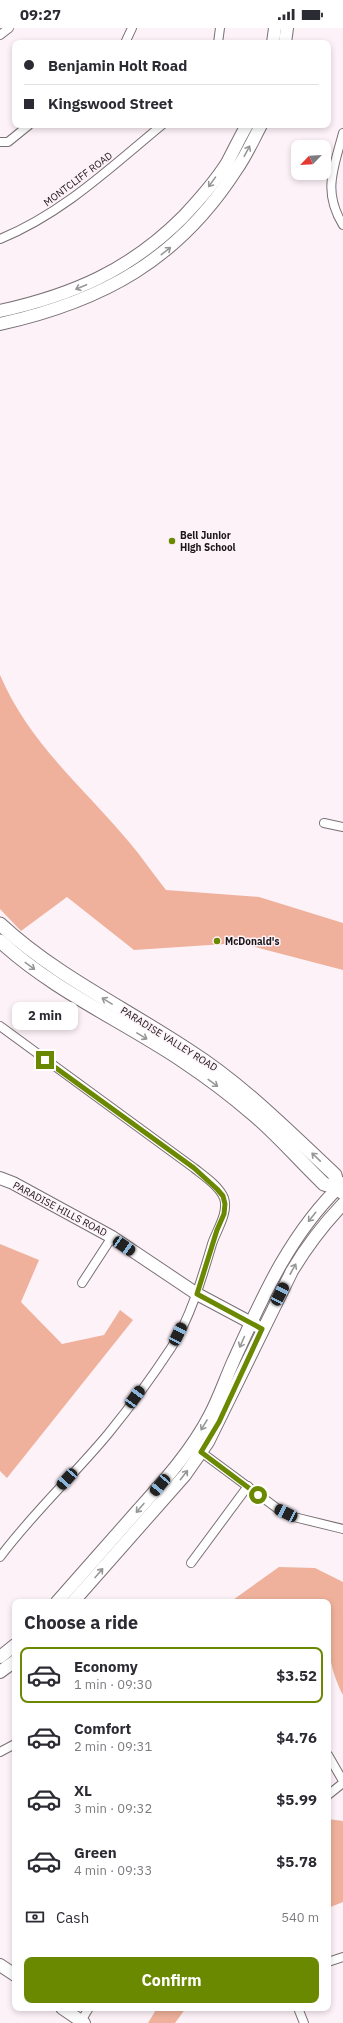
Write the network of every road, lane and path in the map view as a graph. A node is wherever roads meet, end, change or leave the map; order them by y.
1 (9, 28) edge
2 (132, 28) edge
3 (220, 28) edge
4 (275, 28) edge
5 (287, 28) edge
6 (0, 35) edge
7 (126, 40) edge
8 (218, 40) edge
9 (273, 40) edge
10 (285, 40) edge
11 (25, 128) edge
12 (158, 128) edge
13 (245, 128) edge
14 (259, 128) edge
15 (343, 133) edge
16 (0, 142) edge
17 (343, 225) edge
18 (0, 239) edge
19 (143, 252) junction
20 (122, 282) junction
21 (0, 311) edge
22 (0, 324) edge
23 (324, 824) dead end
24 (343, 827) edge
25 (0, 924) edge
26 (0, 942) edge
27 (0, 1026) edge
28 (0, 1178) edge
29 (341, 1188) edge
30 (343, 1204) edge
31 (112, 1237) junction
32 (82, 1283) dead end
33 (197, 1294) junction
34 (251, 1323) junction
35 (262, 1329) junction
36 (196, 1449) junction
37 (248, 1486) junction
38 (343, 1529) edge
39 (0, 1557) edge
40 (191, 1563) dead end
41 (60, 1599) edge
42 (76, 1599) edge
43 (12, 1647) edge
44 (0, 1657) edge
45 (12, 1663) edge
46 (0, 1672) edge
47 (12, 1746) edge
48 (0, 1752) edge
49 (331, 1760) edge
50 (343, 1782) edge
51 (331, 1792) edge
52 (343, 1957) edge
53 (331, 1961) edge
54 (0, 1965) edge
55 (12, 1973) edge
56 (66, 2011) edge
57 (88, 2011) edge
58 (299, 2011) edge
59 (82, 2022) edge
60 (304, 2023) edge

1 - 6 street
2 - 7 street
3 - 8 street
4 - 9 main road
5 - 10 main road
11 - 16 street
12 - 18 street, MONTCLIFF ROAD
13 -> 19 main road
20 -> 14 main road
15 - 17 street
19 - 20 main road
19 -> 21 main road
20 - 22 main road
23 - 24 street
29 -> 25 main road, PARADISE VALLEY ROAD
26 -> 29 main road, PARADISE VALLEY ROAD
27 - 33 street
28 - 31 main road, PARADISE HILLS ROAD
29 -> 34 main road
35 -> 30 main road
31 - 32 street
31 - 33 main road, PARADISE HILLS ROAD
33 - 34 main road, PARADISE HILLS ROAD
33 - 39 street
34 - 35 main road, PARADISE HILLS ROAD
34 -> 36 main road
35 - 36 main road
36 - 37 street
36 -> 41 main road
42 -> 36 main road
37 - 38 street
37 - 40 street
43 - 44 main road
45 - 46 main road
47 - 48 street
49 - 50 street
50 - 51 street
52 - 53 street
54 - 55 main road
56 - 59 main road
57 - 59 street
58 - 60 street

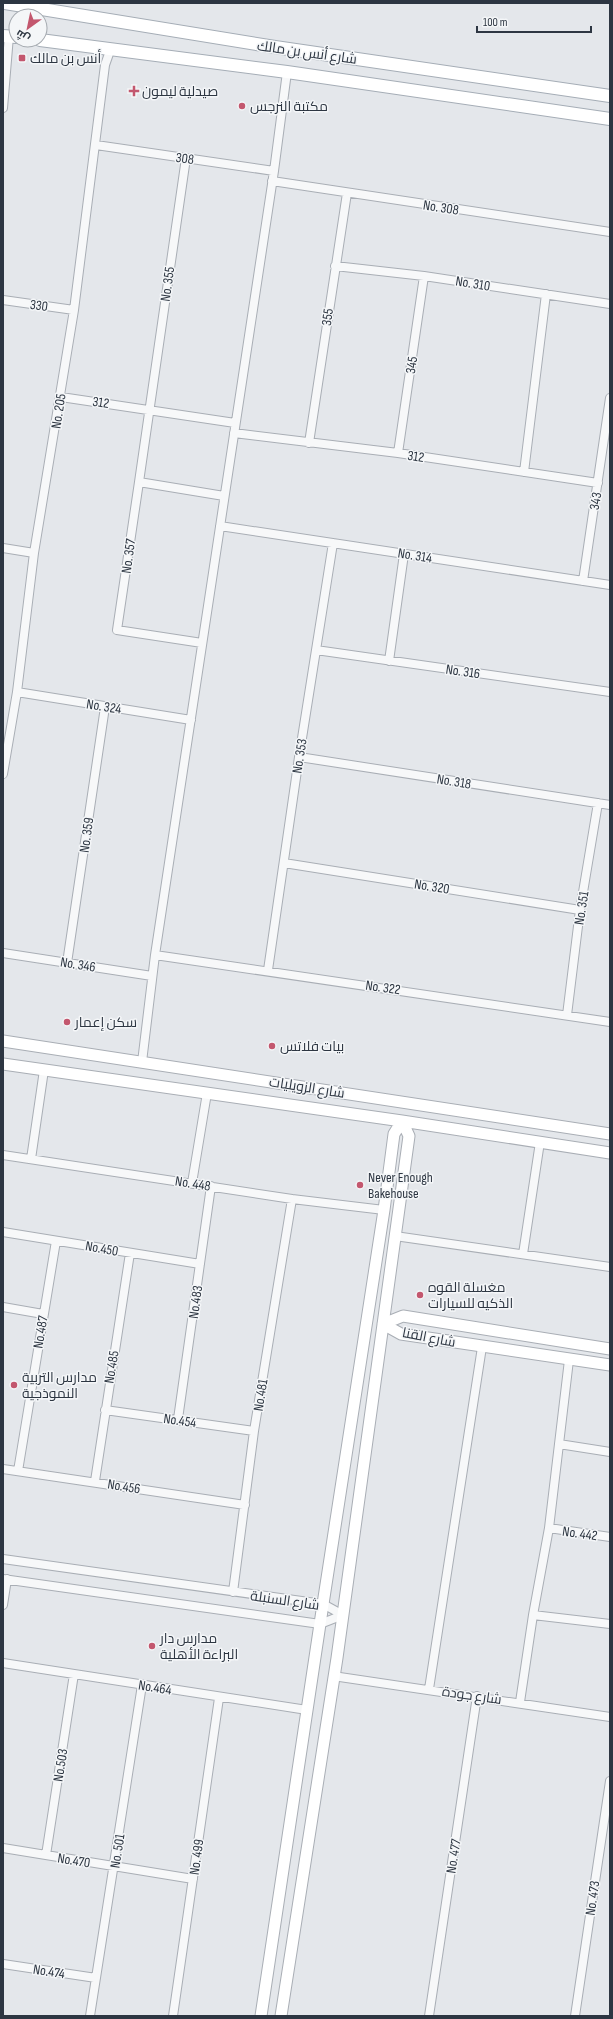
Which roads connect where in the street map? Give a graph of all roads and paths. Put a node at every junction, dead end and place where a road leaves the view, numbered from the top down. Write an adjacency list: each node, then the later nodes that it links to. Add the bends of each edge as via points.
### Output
1 (5, 3): 6 (main road, شارع أنس بن مالك, via 274,47)
2 (48, 41): 4 (main road, شارع أنس بن مالك)
3 (8, 48): 7 (street)
4 (111, 48): 5 (main road, شارع أنس بن مالك); 9 (street, No. 205, via 105,65)
5 (287, 72): 8 (main road, شارع أنس بن مالك); 11 (street)
6 (610, 96)
7 (3, 108)
8 (610, 119)
9 (96, 145): 10 (street, 308); 20 (street, No. 205)
10 (186, 158): 11 (street, 308); 23 (street, No. 355)
11 (274, 171): 12 (street)
12 (272, 181): 13 (street, No. 308); 24 (street)
13 (347, 193): 14 (street, No. 308); 15 (street, 355)
14 (610, 232)
15 (335, 266): 16 (street, No. 310); 27 (street, 355)
16 (424, 276): 17 (street, No. 310); 28 (street, 345)
17 (546, 294): 19 (street, No. 310); 29 (street)
18 (3, 300): 20 (street, 330)
19 (610, 304)
20 (74, 310): 21 (street, No. 205)
21 (61, 396): 23 (street, 312); 36 (street, No. 205)
22 (610, 398): 26 (street, 343)
23 (148, 409): 24 (street, 312); 30 (street, No. 355)
24 (235, 423): 25 (street)
25 (234, 433): 27 (street, 312); 32 (street)
26 (607, 441): 31 (street, 343)
27 (309, 442): 28 (street, 312)
28 (398, 454): 29 (street, 312)
29 (524, 472): 31 (street, 312)
30 (139, 482): 32 (street); 40 (street, No. 357, via 117,630)
31 (598, 483): 38 (street, 343)
32 (224, 496): 33 (street)
33 (220, 526): 34 (street, No. 314); 40 (street)
34 (333, 543): 37 (street, No. 314); 41 (street, No. 353)
35 (3, 548): 36 (street)
36 (34, 553): 43 (street, No. 205)
37 (404, 554): 38 (street, No. 314); 42 (street)
38 (583, 581): 39 (street, No. 314)
39 (610, 585)
40 (202, 642): 46 (street)
41 (316, 650): 42 (street, No. 316); 48 (street, No. 353)
42 (389, 661): 44 (street, No. 316)
43 (18, 692): 45 (street, No. 324); 47 (street, No. 205)
44 (610, 692)
45 (104, 707): 46 (street, No. 324); 56 (street, No. 359)
46 (191, 720): 55 (street)
47 (4, 753): 49 (street, No. 205)
48 (299, 757): 50 (street, No. 318); 52 (street, No. 353)
49 (3, 774)
50 (598, 803): 51 (street, No. 318); 53 (street, No. 351)
51 (610, 805)
52 (284, 863): 53 (street, No. 320); 57 (street, No. 353)
53 (580, 910): 59 (street, No. 351)
54 (3, 953): 56 (street, No. 346)
55 (155, 955): 57 (street, No. 322); 58 (street)
56 (67, 962): 58 (street, No. 346)
57 (268, 970): 59 (street, No. 322)
58 (152, 976): 62 (street)
59 (567, 1014): 60 (street, No. 322)
60 (610, 1022)
61 (3, 1041): 62 (street, شارع الزويليات)
62 (142, 1062): 67 (street, شارع الزويليات)
63 (3, 1064): 64 (street, شارع الزويليات)
64 (44, 1070): 65 (street, شارع الزويليات); 71 (street)
65 (206, 1093): 66 (street, شارع الزويليات); 72 (street)
66 (402, 1121): 68 (street, شارع الزويليات); 75 (street, via 394,1134); 77 (street, via 409,1136)
67 (610, 1134)
68 (540, 1142): 69 (street, شارع الزويليات); 80 (street)
69 (610, 1153)
70 (3, 1155): 71 (street, No. 448)
71 (31, 1159): 72 (street, No. 448)
72 (192, 1183): 73 (street, No. 448)
73 (211, 1186): 74 (street, No. 448); 81 (street, No.483)
74 (292, 1199): 75 (street, No. 448); 92 (street, No.481)
75 (384, 1210): 104 (street)
76 (3, 1232): 78 (street, No.450)
77 (395, 1236): 80 (street); 85 (street)
78 (56, 1241): 79 (street, No.450); 84 (street, No.487)
79 (130, 1253): 81 (street, No.450); 90 (street, No.485)
80 (523, 1254): 82 (street)
81 (200, 1264): 91 (street, No.483)
82 (610, 1267)
83 (3, 1307): 84 (street)
84 (43, 1314): 96 (street, No.487)
85 (383, 1324): 86 (street, شارع القنا, via 401,1334); 87 (street, شارع القنا, via 404,1316); 106 (street)
86 (482, 1347): 88 (street, شارع القنا); 114 (street)
87 (610, 1349)
88 (569, 1360): 89 (street, شارع القنا); 93 (street)
89 (610, 1365)
90 (105, 1410): 91 (street, No.454); 97 (street, No.485)
91 (178, 1419): 92 (street, No.454)
92 (254, 1431): 98 (street, No.481)
93 (559, 1444): 94 (street); 99 (street)
94 (610, 1452)
95 (3, 1469): 96 (street, No.456)
96 (18, 1471): 97 (street, No.456)
97 (95, 1481): 98 (street, No.456)
98 (245, 1505): 103 (street, No.481)
99 (549, 1528): 100 (street, No. 442); 107 (street)
100 (610, 1537)
101 (3, 1559): 103 (street, شارع السنبلة)
102 (5, 1579): 105 (street); 108 (street, شارع السنبلة)
103 (233, 1592): 104 (street, شارع السنبلة)
104 (322, 1604): 106 (street, شارع السنبلة); 108 (street)
105 (3, 1605)
106 (342, 1615): 108 (street, شارع السنبلة); 112 (street)
107 (533, 1616): 109 (street); 117 (street)
108 (320, 1624): 118 (street)
109 (610, 1624)
110 (3, 1663): 111 (street, No.464)
111 (74, 1674): 113 (street, No.464); 122 (street, No.503)
112 (333, 1676): 114 (street, شارع جودة); 130 (street)
113 (142, 1685): 116 (street, No.464); 123 (street, No. 501)
114 (429, 1689): 115 (street, شارع جودة)
115 (477, 1696): 117 (street, شارع جودة); 131 (street, No. 477)
116 (219, 1698): 118 (street, No.464); 124 (street, No. 499)
117 (520, 1702): 119 (street, شارع جودة)
118 (307, 1710): 129 (street)
119 (610, 1717)
120 (610, 1781): 132 (street, No. 473)
121 (3, 1848): 122 (street, No.470)
122 (46, 1855): 123 (street, No.470)
123 (115, 1866): 124 (street, No.470); 126 (street, No. 501)
124 (192, 1879): 128 (street, No. 499)
125 (3, 1964): 126 (street, No.474)
126 (96, 1978): 127 (street, No. 501)
127 (90, 2016)
128 (172, 2016)
129 (261, 2016)
130 (281, 2016)
131 (429, 2016)
132 (575, 2016)

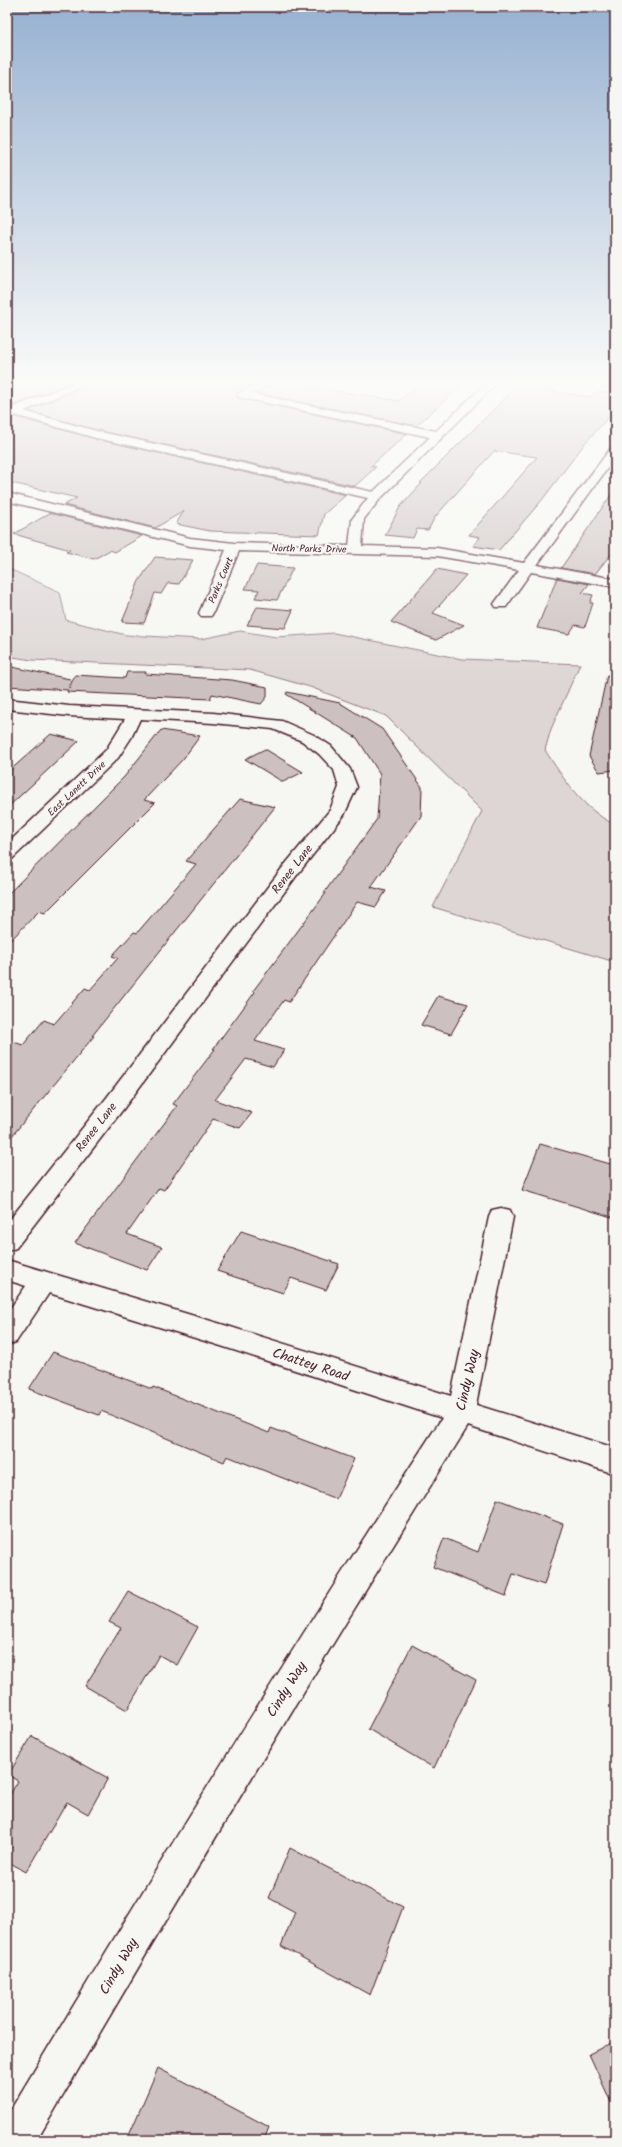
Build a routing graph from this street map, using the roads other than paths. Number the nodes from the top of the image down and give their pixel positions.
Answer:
1 (307, 482) edge
2 (390, 482) edge
3 (591, 482) edge
4 (376, 496) junction
5 (7, 497) edge
6 (234, 547) junction
7 (355, 549) junction
8 (527, 567) junction
9 (615, 583) edge
10 (501, 604) dead end
11 (206, 613) dead end
12 (7, 704) edge
13 (135, 714) junction
14 (7, 854) edge
15 (501, 1217) dead end
16 (7, 1241) edge
17 (7, 1270) edge
18 (43, 1282) junction
19 (7, 1334) edge
20 (461, 1413) junction
21 (615, 1461) edge
22 (16, 2140) edge

1 - 4 street
2 - 4 street
3 - 8 street
4 - 7 street
5 - 6 street, North Parks Drive
6 - 7 street, North Parks Drive
6 - 11 street, Parks Court
7 - 8 street, North Parks Drive
8 - 9 street, North Parks Drive
8 - 10 street
12 - 13 street, Renee Lane
13 - 14 street, East Lanett Drive
13 - 16 street, Renee Lane
15 - 20 street, Cindy Way
17 - 18 street, Chattey Road
18 - 19 street
18 - 20 street, Chattey Road
20 - 21 street, Chattey Road
20 - 22 street, Cindy Way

--

# What needs to be done
Read the entries above and find each line holding the word "القنا". Copy it out.

# Exercise output
85 (383, 1324): 86 (street, شارع القنا, via 401,1334); 87 (street, شارع القنا, via 404,1316); 106 (street)
86 (482, 1347): 88 (street, شارع القنا); 114 (street)
88 (569, 1360): 89 (street, شارع القنا); 93 (street)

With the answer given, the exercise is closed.